● **Task statement**
For this exercise, retype the lines from the one that holds "ring dip: (619, 226)" through the one that holds "index tip: (229, 108)" in the records below, both included, exactly and without pictures.

● **Provided records**
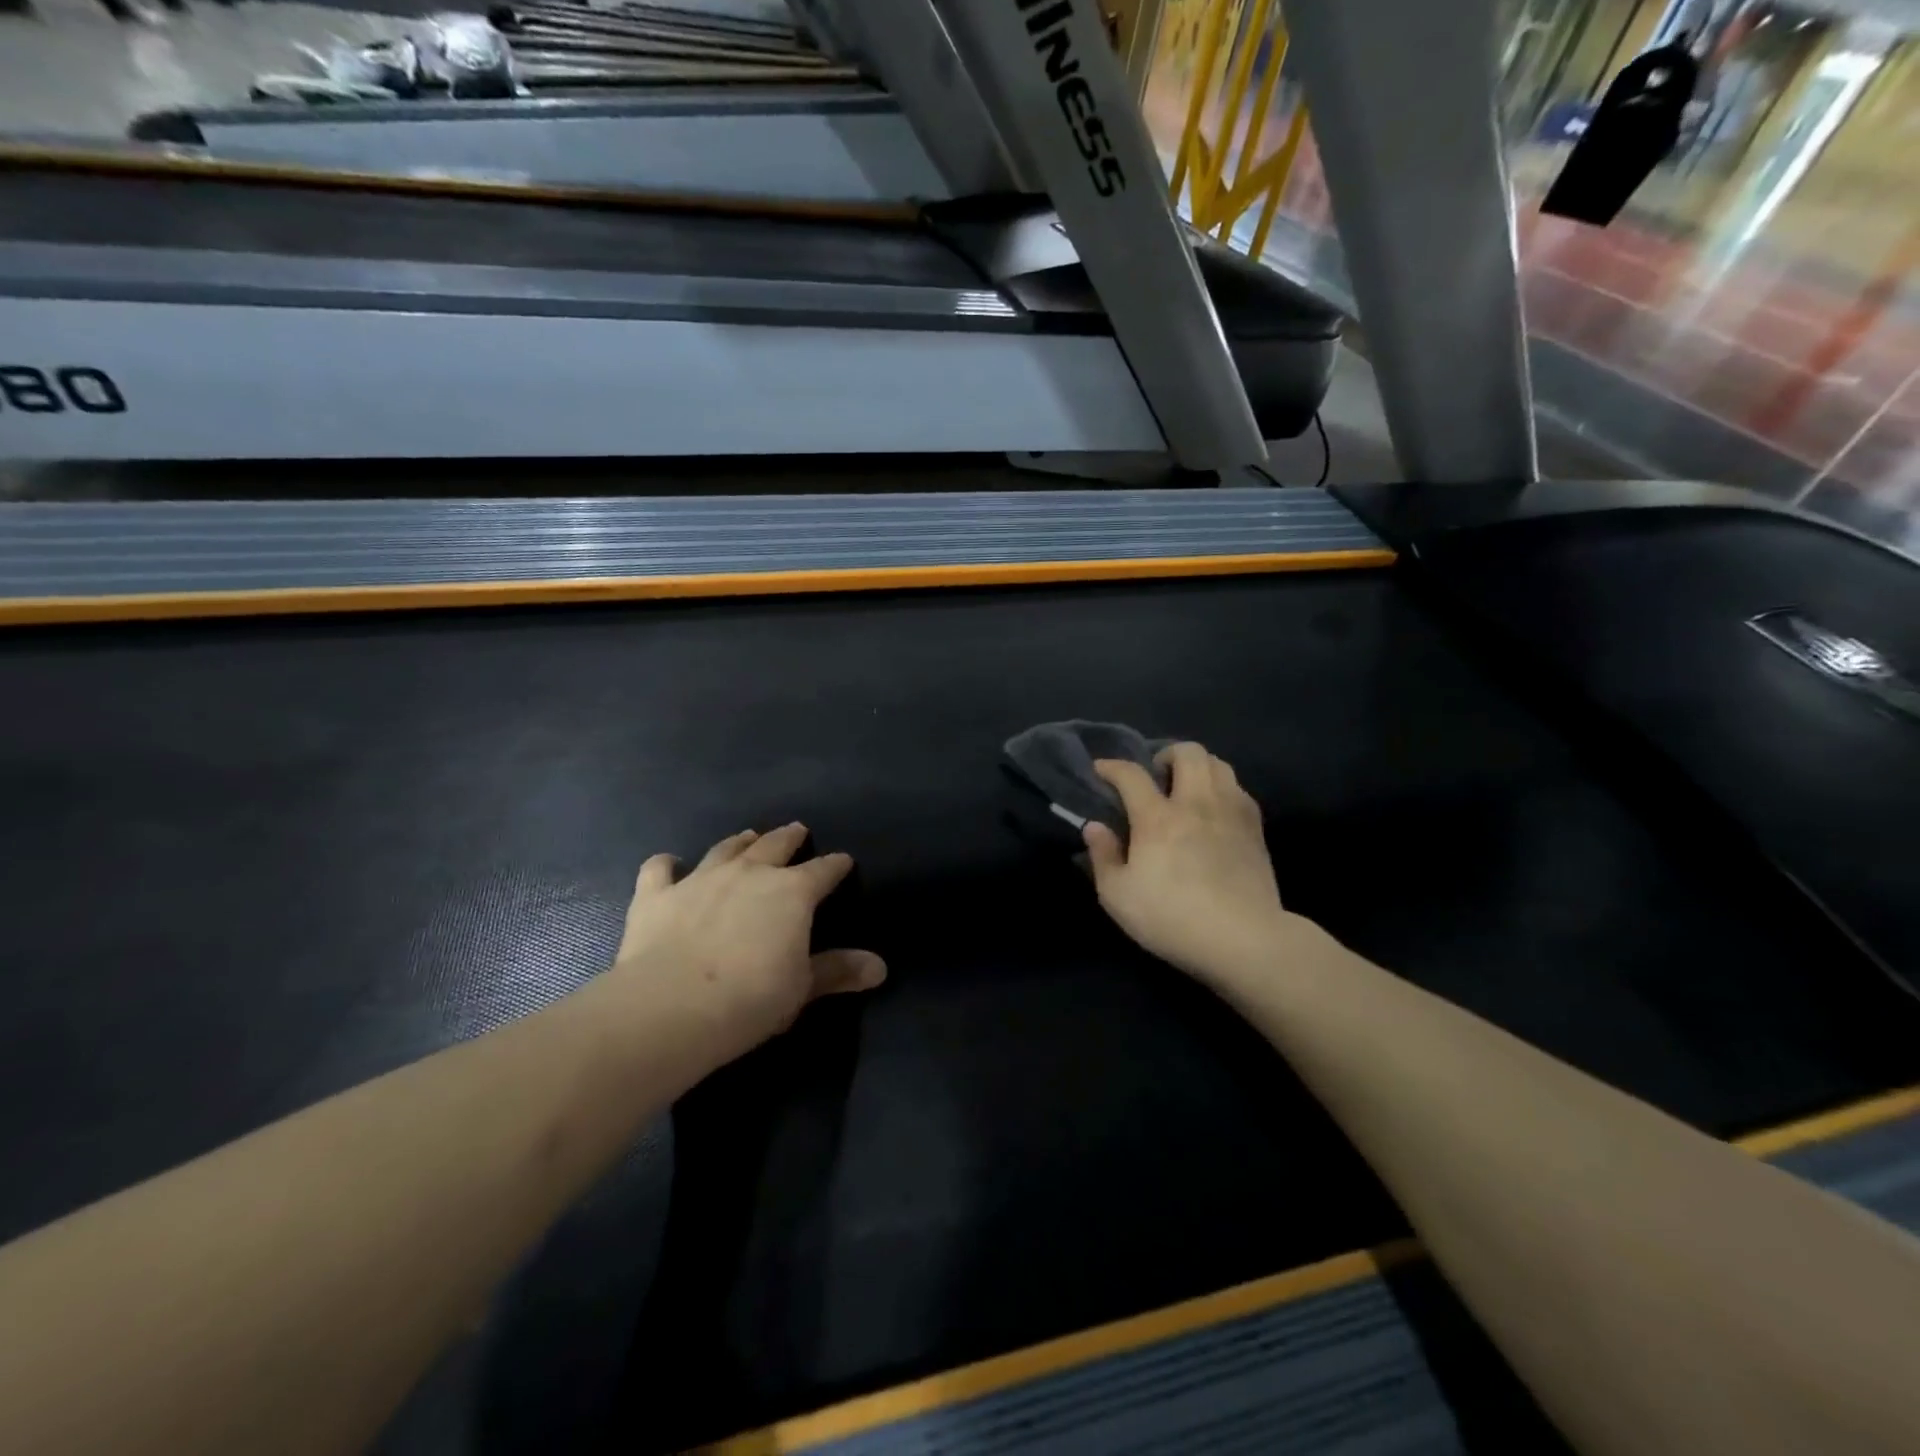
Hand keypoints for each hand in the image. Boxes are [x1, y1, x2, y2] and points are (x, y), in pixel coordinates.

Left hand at [607, 823, 885, 1069]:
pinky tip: (668, 863)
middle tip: (796, 830)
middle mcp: (749, 873)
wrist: (671, 1006)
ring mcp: (700, 879)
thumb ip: (838, 971)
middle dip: (789, 838)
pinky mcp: (656, 895)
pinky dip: (666, 864)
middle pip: (775, 845)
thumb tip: (880, 967)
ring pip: (725, 849)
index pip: (823, 871)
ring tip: (747, 836)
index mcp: (792, 892)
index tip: (843, 861)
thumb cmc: (751, 998)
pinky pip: (660, 869)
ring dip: (739, 842)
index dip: (836, 865)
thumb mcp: (803, 988)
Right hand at [1083, 743, 1290, 983]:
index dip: (1112, 766)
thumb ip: (1103, 857)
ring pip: (1218, 764)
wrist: (1244, 939)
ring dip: (1198, 767)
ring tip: (1187, 788)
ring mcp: (1231, 812)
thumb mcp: (1118, 897)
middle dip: (1166, 754)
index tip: (1102, 769)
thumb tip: (1094, 826)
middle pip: (1187, 752)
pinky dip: (1222, 788)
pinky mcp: (1255, 828)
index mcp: (1158, 818)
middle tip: (1156, 777)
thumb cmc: (1172, 919)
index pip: (1131, 774)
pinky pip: (1239, 789)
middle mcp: (1196, 803)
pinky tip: (1215, 810)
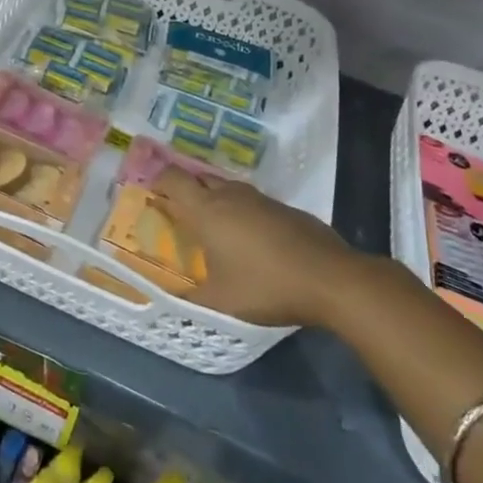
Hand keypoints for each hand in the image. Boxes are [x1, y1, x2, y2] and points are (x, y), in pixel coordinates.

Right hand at [153, 168, 355, 326]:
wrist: (332, 279)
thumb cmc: (266, 287)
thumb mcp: (220, 303)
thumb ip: (190, 300)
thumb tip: (169, 301)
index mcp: (207, 210)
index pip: (173, 179)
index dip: (158, 182)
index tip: (151, 196)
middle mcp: (230, 196)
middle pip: (199, 179)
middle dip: (185, 190)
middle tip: (178, 214)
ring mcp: (261, 199)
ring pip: (227, 188)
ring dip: (214, 200)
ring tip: (211, 227)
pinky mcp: (285, 209)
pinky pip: (251, 202)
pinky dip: (241, 211)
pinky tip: (249, 238)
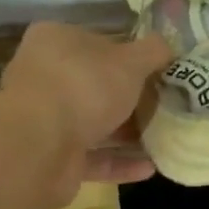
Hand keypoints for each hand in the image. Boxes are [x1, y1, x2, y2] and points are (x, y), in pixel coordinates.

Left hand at [0, 22, 172, 204]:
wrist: (40, 148)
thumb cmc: (85, 86)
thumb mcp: (131, 60)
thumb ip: (153, 51)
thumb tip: (169, 46)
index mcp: (55, 41)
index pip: (96, 41)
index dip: (128, 53)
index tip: (158, 68)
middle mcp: (44, 77)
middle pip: (95, 84)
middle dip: (130, 97)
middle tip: (166, 103)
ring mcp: (45, 119)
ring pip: (94, 123)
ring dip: (127, 132)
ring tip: (166, 137)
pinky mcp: (52, 157)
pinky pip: (92, 157)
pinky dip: (120, 162)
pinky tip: (152, 167)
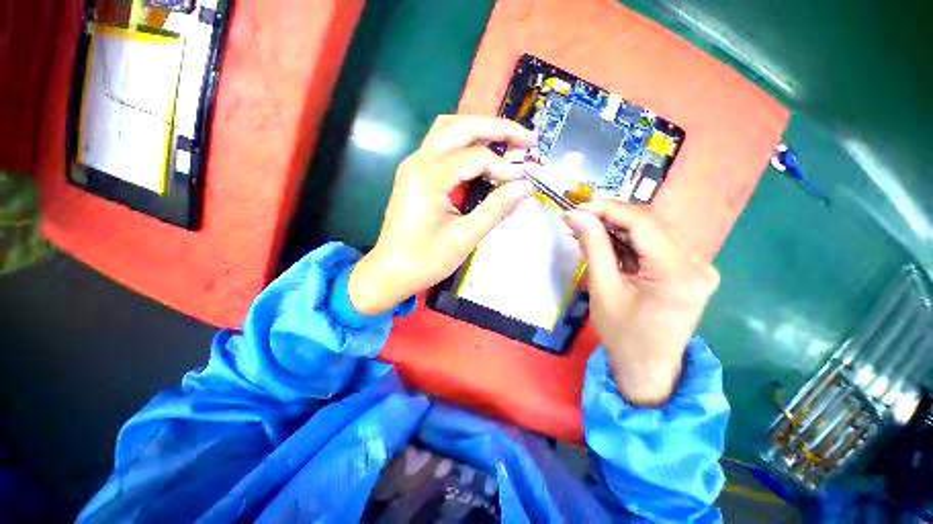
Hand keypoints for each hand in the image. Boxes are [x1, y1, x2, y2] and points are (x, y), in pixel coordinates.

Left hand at [348, 116, 536, 314]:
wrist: (390, 272)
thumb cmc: (425, 260)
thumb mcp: (464, 238)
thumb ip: (496, 209)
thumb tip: (525, 186)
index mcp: (428, 177)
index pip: (476, 158)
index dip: (504, 168)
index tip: (525, 181)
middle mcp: (418, 162)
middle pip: (461, 127)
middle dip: (497, 128)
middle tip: (528, 139)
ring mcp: (413, 166)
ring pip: (448, 130)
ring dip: (479, 130)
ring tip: (507, 141)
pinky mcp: (414, 174)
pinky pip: (441, 146)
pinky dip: (465, 143)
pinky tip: (482, 155)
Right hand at [563, 201, 718, 405]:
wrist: (649, 368)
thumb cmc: (622, 335)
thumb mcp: (603, 289)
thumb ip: (593, 247)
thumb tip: (575, 215)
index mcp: (678, 272)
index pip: (642, 222)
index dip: (607, 209)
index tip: (576, 208)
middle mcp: (698, 263)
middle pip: (651, 222)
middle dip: (611, 215)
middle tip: (579, 217)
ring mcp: (698, 266)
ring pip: (654, 229)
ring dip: (619, 226)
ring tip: (589, 228)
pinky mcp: (690, 270)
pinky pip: (656, 243)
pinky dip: (630, 239)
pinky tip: (609, 241)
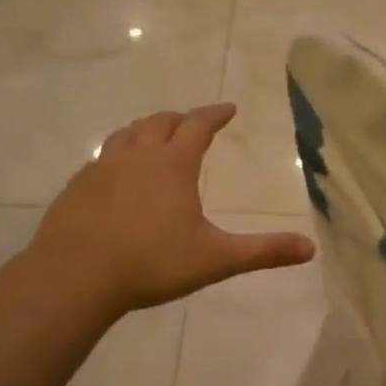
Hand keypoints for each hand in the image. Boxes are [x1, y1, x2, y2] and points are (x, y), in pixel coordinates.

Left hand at [23, 104, 314, 321]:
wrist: (74, 277)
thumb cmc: (151, 264)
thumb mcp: (215, 259)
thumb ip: (263, 252)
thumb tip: (311, 249)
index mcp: (173, 164)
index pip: (199, 125)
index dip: (216, 114)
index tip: (229, 108)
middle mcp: (137, 156)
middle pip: (161, 122)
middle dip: (182, 119)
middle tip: (194, 123)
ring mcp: (102, 168)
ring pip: (127, 134)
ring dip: (147, 129)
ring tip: (156, 137)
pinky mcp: (77, 186)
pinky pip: (102, 157)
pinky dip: (119, 154)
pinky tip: (117, 174)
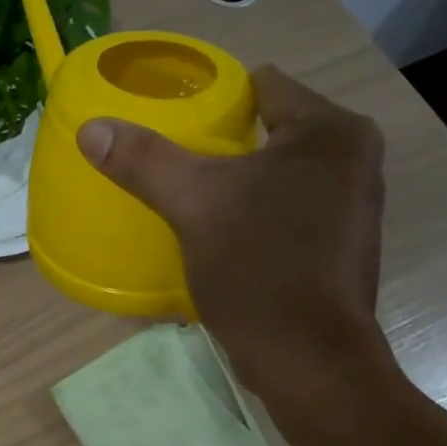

● **Exercise solution**
ring dip: (619, 226)
ring tip: (589, 228)
pinky mcp: (690, 270)
pinky pip: (656, 243)
pinky dip: (630, 239)
pinky tip: (609, 241)
Hand keypoints for each hand in the image. Boxes are [x1, y1, x2, y2] and points are (x, y), in pixel coordinates.

Left hand at [23, 104, 314, 321]:
wrist: (74, 277)
thumb cmc: (151, 264)
thumb mcp: (215, 259)
thumb ip: (263, 252)
thumb tip: (311, 249)
index mcp: (173, 164)
index pip: (199, 125)
index dip: (216, 114)
index tip: (229, 108)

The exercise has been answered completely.